Ruining Movies: The Godfather

My name is Jethro Wells, and the movies you love are terrible.  Now, I know that it’s taken me a while to get this article out.  But I’ve got 175 good reasons for why it took me so long.  Well there’s really only one reason, but it’s a 175 minute long reason.  Of course, I’m talking about The Godfather.

The Godfather is a terrible movie.  The Godfather is like the War and Peace of crap movies.  It’s too long, there are too many characters, and the only reason people are still struggling through it is to say that they’ve finished it.  And why don’t we start the elephant in the room.

Who you calling an elephant?

1. Most People Haven’t Seen The Godfather.

According to a study in 2011, roughly a third of the people who say they’ve seen The Godfather haven’t actually seen it.  That’s right, you can exhale.  It isn’t just you.  The Godfather is one of those movies that everyone feels like they should see but no one actually wants to watch.  And since Wikipedia is a thing, no one really has to anymore.  You can just memorize the big names in the cast, maybe a fact or two about the Corleones, and if someone asks you something you skimmed over, you pull one of those, “I haven’t seen it in a long time,” routines.  Just to be clear, I totally don’t do this.  I have seen all the movies.  I just haven’t seen some of them in a really long time.

Why aren’t people actually watching this movie?  They don’t know that’s it’s terrible.  They haven’t seen it yet.  All they know is that it’s a movie that’s almost universally hailed (incorrectly) as one of the greatest movies of all time.  They have no excuse – at least until they turn the DVD over and see that it’s almost three hours long.  People don’t have time to watch a three-hour movie.   It’s not every day that you’re escorted to the Portland airport and forced to fly back to New York just because your cheating sack of ex-girlfriend doesn’t see the romance in you flying across the country just to see if she’s open to giving it another shot.  Now I’m not sure if that’s ever happened to you, but if it has, then you know it’s about a five-and-a-half-hour flight.  That’s more than enough time to watch the movie, and then do something soothing afterwards to recover, like cut and paste words out of Skymall magazine into an anonymous hate letter.

Now, I know this isn’t really a reason why the film is terrible.  It is, however, a reason why the film is so loved.  The Godfather is to culture snobs what boobs are to high school boys.  Once one kid says he’s seen them, everyone else needs to pretend they have too.  Because no one wants be the only one left out, even though deep down we all know we’re a bunch of liars.

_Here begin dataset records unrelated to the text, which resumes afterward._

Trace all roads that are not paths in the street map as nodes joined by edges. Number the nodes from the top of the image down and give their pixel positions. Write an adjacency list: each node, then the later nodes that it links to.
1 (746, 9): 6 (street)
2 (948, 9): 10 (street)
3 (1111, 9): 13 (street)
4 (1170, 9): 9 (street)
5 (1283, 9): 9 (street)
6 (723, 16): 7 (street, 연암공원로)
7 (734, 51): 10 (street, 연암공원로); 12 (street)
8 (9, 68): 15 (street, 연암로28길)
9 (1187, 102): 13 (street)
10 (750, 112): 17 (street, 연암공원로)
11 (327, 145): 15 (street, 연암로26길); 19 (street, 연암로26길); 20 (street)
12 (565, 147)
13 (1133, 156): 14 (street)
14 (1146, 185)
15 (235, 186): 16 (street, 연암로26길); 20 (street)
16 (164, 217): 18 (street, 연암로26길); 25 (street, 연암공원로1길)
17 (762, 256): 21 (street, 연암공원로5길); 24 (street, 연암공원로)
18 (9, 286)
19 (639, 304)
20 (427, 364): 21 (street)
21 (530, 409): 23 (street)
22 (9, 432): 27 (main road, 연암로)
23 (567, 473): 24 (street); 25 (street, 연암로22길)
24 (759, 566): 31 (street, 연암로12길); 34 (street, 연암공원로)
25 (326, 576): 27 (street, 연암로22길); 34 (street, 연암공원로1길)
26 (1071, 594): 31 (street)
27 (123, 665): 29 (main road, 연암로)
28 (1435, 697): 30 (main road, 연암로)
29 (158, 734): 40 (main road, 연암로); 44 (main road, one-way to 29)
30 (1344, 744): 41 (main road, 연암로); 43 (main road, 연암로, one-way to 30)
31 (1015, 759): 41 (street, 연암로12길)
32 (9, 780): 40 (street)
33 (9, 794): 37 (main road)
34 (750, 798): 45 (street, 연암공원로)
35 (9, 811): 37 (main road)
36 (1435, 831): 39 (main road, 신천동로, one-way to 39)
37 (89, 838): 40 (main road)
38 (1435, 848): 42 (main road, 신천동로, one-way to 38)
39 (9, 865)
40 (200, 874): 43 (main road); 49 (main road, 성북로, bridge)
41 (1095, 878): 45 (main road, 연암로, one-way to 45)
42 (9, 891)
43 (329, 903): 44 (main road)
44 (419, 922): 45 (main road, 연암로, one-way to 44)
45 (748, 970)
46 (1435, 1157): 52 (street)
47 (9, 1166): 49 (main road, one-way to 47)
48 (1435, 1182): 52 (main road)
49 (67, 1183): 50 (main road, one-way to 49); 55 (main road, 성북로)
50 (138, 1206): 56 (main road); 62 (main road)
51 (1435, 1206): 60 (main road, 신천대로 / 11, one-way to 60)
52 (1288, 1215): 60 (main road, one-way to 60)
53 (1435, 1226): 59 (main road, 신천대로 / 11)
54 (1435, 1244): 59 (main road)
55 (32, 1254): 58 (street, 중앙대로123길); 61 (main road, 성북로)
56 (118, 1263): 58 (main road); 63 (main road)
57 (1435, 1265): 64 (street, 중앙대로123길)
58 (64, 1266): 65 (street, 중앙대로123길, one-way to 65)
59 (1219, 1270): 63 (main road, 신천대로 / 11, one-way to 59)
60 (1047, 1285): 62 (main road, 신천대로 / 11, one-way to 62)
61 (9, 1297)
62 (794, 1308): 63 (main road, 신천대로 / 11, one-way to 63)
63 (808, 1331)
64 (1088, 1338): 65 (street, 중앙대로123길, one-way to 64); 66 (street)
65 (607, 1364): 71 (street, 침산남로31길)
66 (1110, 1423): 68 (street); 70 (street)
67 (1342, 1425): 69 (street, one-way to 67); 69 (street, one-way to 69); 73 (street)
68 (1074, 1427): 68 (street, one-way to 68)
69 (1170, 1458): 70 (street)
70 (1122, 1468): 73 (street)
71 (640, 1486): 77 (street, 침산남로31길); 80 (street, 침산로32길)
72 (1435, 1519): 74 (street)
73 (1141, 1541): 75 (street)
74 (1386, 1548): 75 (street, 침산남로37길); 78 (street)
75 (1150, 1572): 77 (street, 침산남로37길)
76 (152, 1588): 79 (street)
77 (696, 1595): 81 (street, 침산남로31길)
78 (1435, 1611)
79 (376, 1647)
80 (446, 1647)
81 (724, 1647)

One of these things is not like the other ones. One of these things is Tom Hagan.

2. The Whole Movie is Borderline Racist.

The Godfather is about the Italian mafia.  It’s not a film that features the Italian mafia; it’s a movie exclusively about the Italian mafia.  It’s a movie that’s filled to the gills with Italian culture, and that makes sense, seeing as how it’s about the Italian mafia.  What doesn’t make sense is why Coppola feels the need to beat us over the head with this fact in virtually every scene.

To go into every offending scene would probably take longer than the movie itself, so I’ll just give you two.  They both star two of the most lovable Italian stereotypes: Peter Clemenza, and food.  Let’s look at the scene where Peter Clemenza, played by Richard Castellano, teaches Michael how to make sauce.  This might be the most obnoxious scene in the entire movie.  First of all, you just struggled through the first forty-five minutes of this movie where nothing happened, and just when the plot starts to pick up, the film screeches to the halt and becomes the Food Network.  There’s a general rule in screenwriting.  Every scene should either push the plot forward or enhance your understanding of the characters or theme.  This scene does not propel the plot forward in any way, and the only theme it’s enhancing is the theme of being Italian.  Which needs no enhancement.  It is a good recipe for sauce though.

Olive oil, garlic, tomatoes. Shove in all your sausages and meatballs. Little wine, little sugar.

Then, just to be sure that everyone knows that Clemenza is the most Italian fictional Italian in the history of Italians, we get his most famous line from the film: “Leave the gun, take the cannoli.”  This is one of the movie’s most iconic lines and it basically wraps up all the film’s stereotypes into six words.  And yeah, I know the line was ad libbed, but if Coppola didn’t like it, he could have done another take.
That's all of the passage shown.